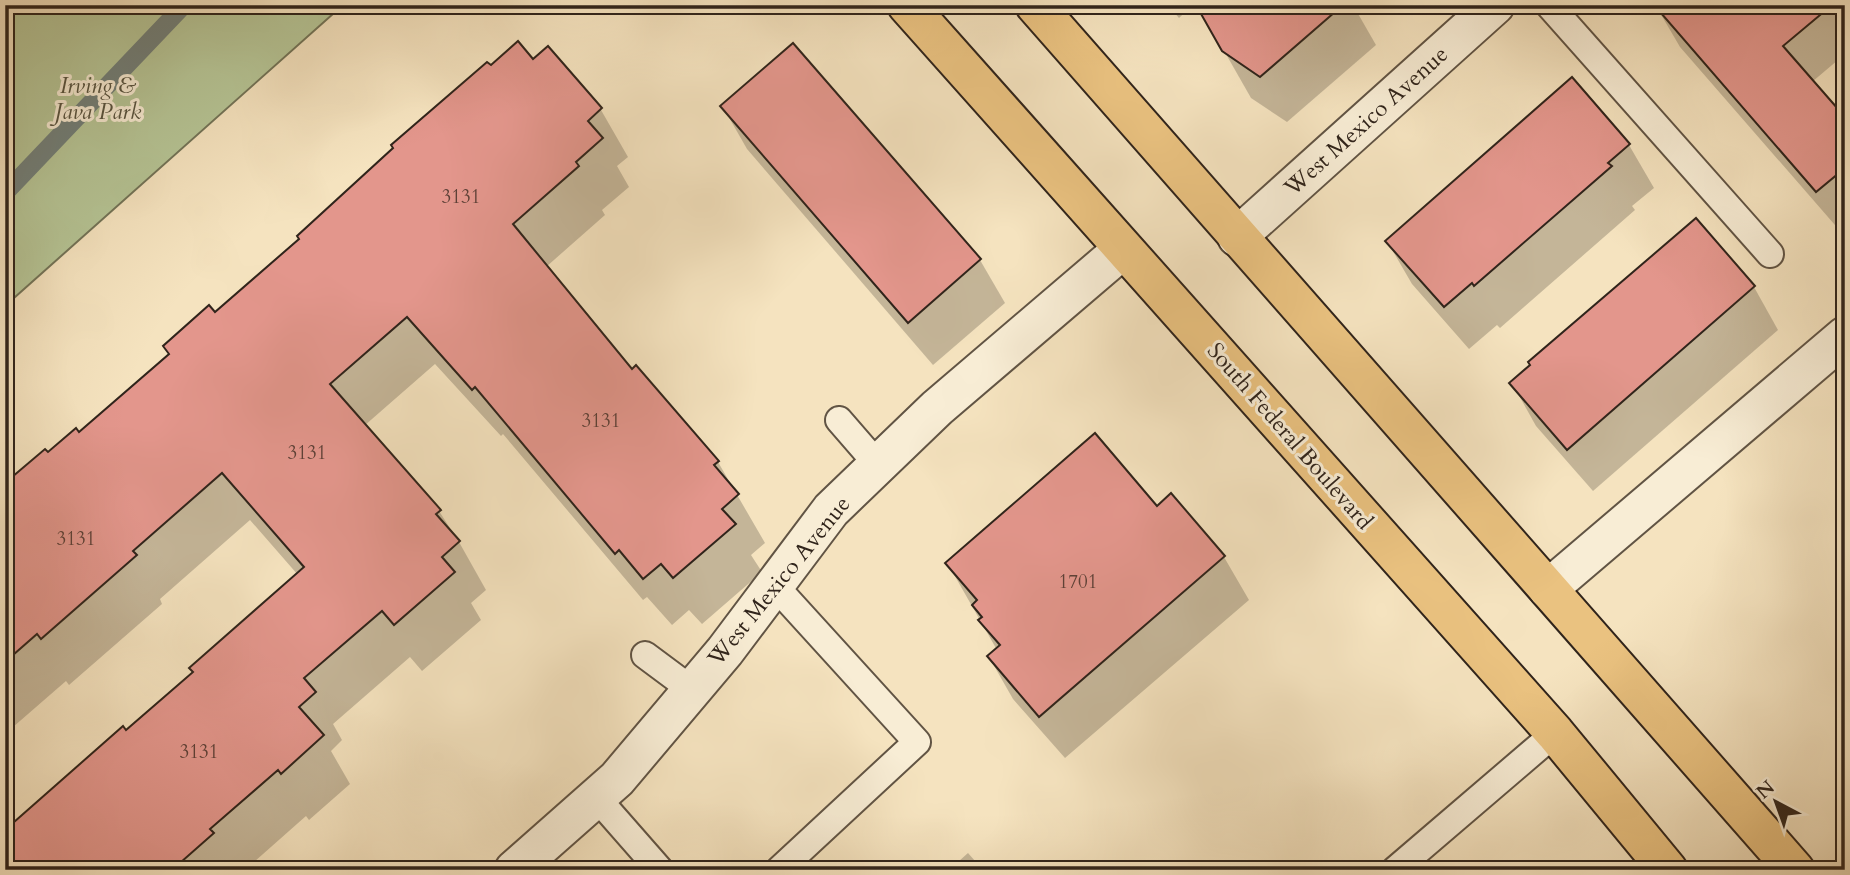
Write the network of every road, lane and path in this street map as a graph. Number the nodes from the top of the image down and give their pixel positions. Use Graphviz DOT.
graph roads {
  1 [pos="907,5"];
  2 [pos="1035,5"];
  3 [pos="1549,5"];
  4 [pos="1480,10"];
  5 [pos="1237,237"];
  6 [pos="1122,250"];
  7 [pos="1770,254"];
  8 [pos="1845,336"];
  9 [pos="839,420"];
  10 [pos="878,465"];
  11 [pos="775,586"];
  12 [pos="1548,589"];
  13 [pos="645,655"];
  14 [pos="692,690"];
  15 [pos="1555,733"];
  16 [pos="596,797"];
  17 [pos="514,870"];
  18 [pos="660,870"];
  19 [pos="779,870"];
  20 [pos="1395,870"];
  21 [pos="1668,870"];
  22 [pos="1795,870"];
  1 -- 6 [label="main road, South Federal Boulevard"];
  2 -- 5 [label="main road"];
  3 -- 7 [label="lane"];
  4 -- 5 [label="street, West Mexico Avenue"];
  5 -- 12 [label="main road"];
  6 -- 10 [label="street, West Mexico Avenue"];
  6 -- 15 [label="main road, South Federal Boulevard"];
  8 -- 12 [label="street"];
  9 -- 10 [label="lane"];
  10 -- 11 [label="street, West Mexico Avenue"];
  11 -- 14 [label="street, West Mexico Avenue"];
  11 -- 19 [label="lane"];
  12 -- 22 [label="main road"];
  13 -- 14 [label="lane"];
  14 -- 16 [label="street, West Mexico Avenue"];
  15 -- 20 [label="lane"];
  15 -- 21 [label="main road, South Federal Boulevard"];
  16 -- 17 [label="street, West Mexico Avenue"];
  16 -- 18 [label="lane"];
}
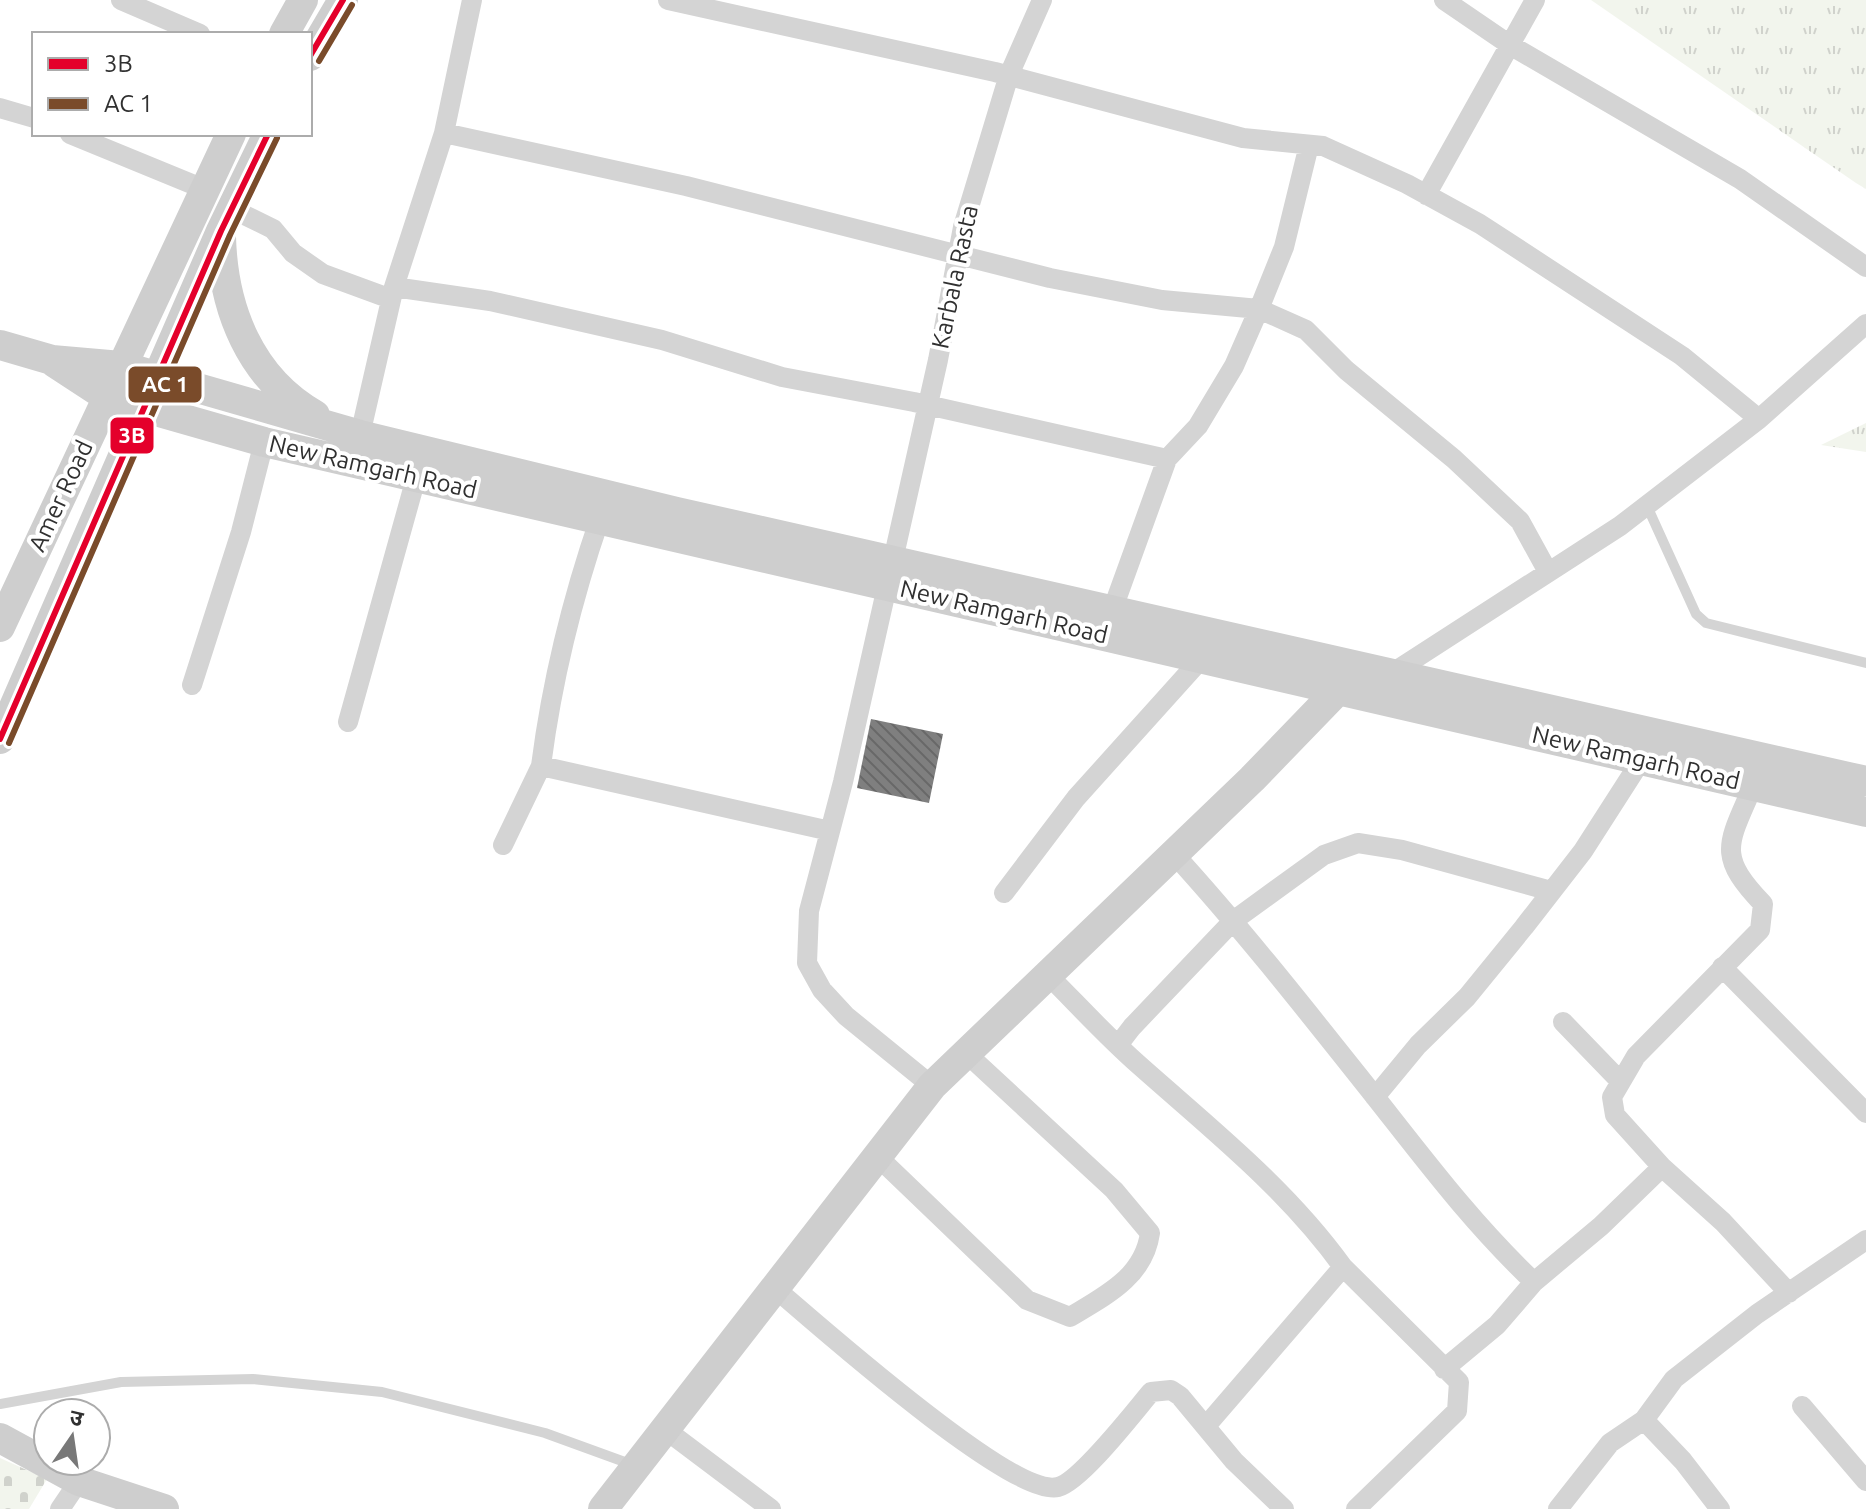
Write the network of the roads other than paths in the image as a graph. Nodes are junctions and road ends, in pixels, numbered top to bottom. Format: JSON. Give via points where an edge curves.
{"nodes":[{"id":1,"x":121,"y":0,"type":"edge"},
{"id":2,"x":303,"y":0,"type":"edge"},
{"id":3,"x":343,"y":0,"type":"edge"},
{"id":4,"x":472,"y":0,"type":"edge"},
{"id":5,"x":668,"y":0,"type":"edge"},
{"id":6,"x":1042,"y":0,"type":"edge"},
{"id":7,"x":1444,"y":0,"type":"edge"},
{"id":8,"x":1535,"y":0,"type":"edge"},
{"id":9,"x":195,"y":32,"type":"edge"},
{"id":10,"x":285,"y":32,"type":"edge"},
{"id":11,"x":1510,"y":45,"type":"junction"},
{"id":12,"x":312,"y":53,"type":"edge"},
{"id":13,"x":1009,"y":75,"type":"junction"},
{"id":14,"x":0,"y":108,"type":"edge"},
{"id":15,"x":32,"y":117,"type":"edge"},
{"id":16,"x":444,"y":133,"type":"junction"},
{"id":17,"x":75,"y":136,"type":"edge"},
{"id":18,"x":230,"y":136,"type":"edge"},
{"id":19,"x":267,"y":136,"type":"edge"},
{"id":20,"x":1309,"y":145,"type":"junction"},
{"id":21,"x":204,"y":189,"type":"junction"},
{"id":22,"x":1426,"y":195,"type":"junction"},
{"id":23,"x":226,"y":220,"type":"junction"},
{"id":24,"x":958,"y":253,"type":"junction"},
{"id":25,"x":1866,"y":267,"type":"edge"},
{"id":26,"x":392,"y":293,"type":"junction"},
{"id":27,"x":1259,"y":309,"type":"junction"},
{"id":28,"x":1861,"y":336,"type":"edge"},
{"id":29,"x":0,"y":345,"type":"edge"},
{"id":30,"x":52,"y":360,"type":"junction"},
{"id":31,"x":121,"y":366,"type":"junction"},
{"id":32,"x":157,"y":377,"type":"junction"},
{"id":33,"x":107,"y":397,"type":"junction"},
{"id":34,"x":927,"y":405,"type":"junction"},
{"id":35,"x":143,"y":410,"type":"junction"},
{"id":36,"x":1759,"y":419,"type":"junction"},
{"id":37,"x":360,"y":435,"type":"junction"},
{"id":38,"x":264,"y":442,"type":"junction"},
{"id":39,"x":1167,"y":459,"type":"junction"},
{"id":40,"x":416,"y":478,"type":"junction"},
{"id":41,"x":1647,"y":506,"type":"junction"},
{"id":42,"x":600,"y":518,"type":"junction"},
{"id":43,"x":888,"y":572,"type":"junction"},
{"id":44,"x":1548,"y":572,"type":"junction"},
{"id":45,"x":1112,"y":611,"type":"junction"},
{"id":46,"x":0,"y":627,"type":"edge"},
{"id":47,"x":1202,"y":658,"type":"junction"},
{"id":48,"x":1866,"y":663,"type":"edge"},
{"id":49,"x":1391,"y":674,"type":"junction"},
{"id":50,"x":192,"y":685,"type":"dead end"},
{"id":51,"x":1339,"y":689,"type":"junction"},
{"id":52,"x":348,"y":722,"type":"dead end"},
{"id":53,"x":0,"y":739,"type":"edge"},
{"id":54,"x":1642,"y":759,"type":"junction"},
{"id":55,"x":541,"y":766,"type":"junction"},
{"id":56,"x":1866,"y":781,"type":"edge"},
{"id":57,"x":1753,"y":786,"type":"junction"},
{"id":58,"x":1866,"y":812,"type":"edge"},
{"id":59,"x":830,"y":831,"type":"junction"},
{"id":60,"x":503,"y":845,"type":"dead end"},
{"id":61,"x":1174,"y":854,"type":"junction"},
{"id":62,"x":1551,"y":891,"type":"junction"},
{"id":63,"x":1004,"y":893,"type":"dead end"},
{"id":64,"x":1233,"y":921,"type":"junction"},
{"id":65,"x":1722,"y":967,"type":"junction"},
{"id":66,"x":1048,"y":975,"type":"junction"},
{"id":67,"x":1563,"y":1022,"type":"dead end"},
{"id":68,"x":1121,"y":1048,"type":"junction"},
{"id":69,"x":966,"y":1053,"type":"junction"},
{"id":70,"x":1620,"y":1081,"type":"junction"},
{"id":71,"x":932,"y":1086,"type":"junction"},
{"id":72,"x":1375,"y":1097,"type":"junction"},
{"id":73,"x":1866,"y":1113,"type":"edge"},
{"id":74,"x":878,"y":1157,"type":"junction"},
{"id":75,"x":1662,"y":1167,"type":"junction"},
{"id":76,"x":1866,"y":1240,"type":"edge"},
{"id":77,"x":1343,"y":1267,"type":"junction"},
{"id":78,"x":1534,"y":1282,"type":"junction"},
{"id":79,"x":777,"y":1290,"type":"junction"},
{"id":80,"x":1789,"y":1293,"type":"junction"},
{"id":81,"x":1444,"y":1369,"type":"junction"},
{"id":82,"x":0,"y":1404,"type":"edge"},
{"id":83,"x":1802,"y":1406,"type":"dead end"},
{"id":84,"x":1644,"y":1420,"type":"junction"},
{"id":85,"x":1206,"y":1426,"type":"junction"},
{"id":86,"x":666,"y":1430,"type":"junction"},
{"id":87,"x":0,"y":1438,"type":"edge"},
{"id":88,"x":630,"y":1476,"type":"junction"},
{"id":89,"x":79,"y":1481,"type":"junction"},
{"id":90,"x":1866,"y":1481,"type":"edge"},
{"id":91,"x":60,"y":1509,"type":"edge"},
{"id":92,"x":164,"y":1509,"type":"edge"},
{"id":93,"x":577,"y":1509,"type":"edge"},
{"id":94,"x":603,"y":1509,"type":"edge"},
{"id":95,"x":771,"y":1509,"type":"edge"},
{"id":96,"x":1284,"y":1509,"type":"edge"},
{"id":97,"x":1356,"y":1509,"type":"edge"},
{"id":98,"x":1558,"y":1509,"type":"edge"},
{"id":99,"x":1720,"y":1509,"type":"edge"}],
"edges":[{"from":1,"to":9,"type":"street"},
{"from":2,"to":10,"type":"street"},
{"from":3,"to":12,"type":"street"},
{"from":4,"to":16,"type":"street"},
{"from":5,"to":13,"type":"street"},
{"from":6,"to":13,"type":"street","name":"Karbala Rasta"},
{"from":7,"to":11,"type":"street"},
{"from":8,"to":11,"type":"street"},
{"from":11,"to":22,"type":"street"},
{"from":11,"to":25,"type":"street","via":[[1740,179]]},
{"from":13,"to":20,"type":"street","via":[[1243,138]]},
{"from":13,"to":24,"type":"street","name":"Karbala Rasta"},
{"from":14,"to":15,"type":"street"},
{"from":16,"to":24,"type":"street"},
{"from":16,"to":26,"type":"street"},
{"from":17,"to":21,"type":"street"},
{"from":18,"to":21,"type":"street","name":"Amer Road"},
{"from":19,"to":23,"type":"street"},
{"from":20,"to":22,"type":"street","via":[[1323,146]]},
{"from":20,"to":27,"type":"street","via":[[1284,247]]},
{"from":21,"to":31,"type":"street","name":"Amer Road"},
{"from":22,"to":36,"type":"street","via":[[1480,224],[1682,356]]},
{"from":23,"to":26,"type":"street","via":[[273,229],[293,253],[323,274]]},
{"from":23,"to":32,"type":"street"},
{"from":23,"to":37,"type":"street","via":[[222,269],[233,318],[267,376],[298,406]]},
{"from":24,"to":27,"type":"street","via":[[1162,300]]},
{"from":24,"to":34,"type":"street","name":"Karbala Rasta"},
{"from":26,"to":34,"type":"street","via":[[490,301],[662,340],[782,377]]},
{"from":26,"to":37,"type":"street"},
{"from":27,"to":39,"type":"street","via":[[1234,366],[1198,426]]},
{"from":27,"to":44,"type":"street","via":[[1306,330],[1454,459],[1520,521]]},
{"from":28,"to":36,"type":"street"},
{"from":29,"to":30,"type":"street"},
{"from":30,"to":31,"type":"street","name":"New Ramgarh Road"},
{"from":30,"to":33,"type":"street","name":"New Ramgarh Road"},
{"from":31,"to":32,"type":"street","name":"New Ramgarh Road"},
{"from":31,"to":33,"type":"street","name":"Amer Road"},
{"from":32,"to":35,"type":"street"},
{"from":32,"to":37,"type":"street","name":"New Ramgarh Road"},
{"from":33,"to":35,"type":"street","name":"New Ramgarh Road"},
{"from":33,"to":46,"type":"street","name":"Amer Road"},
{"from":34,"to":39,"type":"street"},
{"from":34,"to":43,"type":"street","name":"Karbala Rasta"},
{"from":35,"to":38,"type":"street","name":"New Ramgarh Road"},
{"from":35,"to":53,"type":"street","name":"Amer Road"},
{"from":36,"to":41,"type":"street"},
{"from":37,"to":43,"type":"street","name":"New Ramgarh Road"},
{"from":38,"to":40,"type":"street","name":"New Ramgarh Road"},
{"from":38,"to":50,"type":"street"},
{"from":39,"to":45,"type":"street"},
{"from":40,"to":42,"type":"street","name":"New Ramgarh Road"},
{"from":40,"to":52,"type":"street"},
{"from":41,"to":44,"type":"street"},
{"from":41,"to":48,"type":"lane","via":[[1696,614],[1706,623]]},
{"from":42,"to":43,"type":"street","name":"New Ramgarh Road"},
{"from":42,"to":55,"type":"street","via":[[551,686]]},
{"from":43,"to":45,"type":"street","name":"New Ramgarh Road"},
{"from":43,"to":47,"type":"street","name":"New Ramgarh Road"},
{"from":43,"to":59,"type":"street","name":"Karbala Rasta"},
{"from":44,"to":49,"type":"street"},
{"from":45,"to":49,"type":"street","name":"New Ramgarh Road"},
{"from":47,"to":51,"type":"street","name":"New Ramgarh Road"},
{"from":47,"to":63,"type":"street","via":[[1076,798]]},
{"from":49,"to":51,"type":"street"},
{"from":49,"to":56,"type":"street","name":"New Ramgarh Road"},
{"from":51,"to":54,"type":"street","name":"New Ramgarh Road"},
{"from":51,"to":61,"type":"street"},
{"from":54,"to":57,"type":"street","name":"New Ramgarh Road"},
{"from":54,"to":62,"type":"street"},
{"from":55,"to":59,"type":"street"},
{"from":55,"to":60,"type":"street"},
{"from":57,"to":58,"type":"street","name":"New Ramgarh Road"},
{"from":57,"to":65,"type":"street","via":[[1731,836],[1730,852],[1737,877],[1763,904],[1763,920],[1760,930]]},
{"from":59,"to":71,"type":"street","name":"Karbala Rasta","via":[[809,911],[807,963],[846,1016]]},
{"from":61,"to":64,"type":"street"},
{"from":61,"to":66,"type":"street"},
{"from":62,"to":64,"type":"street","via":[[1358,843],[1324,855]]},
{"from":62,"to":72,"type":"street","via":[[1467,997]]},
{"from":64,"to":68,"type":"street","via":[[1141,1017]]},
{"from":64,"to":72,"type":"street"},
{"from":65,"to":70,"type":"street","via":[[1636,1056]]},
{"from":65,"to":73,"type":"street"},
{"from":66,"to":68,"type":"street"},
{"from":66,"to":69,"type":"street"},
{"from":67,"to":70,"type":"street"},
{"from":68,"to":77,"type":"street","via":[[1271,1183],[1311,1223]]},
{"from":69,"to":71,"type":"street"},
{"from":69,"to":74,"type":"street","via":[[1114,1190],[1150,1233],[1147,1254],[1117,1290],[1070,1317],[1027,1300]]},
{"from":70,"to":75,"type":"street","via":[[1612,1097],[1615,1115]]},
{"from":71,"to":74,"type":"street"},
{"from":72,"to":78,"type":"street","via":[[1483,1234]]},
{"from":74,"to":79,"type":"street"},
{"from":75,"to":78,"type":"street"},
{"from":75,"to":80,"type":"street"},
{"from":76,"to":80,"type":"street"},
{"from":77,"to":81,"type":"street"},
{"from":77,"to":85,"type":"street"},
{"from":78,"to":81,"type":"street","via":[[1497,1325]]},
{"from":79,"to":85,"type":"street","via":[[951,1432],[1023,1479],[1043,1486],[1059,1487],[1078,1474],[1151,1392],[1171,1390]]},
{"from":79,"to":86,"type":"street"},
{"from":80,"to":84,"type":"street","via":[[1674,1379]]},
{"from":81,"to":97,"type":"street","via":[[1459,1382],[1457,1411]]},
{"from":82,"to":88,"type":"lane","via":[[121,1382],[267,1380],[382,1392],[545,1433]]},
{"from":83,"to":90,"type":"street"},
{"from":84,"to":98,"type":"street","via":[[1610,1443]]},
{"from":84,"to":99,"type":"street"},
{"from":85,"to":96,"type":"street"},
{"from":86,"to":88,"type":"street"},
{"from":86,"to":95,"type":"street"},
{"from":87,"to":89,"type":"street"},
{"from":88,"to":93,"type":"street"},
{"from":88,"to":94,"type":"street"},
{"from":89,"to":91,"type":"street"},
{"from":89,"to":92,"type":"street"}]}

# YOUR TASK:
Copy every line above in which the string "Amer" shows up.

# SOLVED PROBLEM:
{"from":18,"to":21,"type":"street","name":"Amer Road"},
{"from":21,"to":31,"type":"street","name":"Amer Road"},
{"from":31,"to":33,"type":"street","name":"Amer Road"},
{"from":33,"to":46,"type":"street","name":"Amer Road"},
{"from":35,"to":53,"type":"street","name":"Amer Road"},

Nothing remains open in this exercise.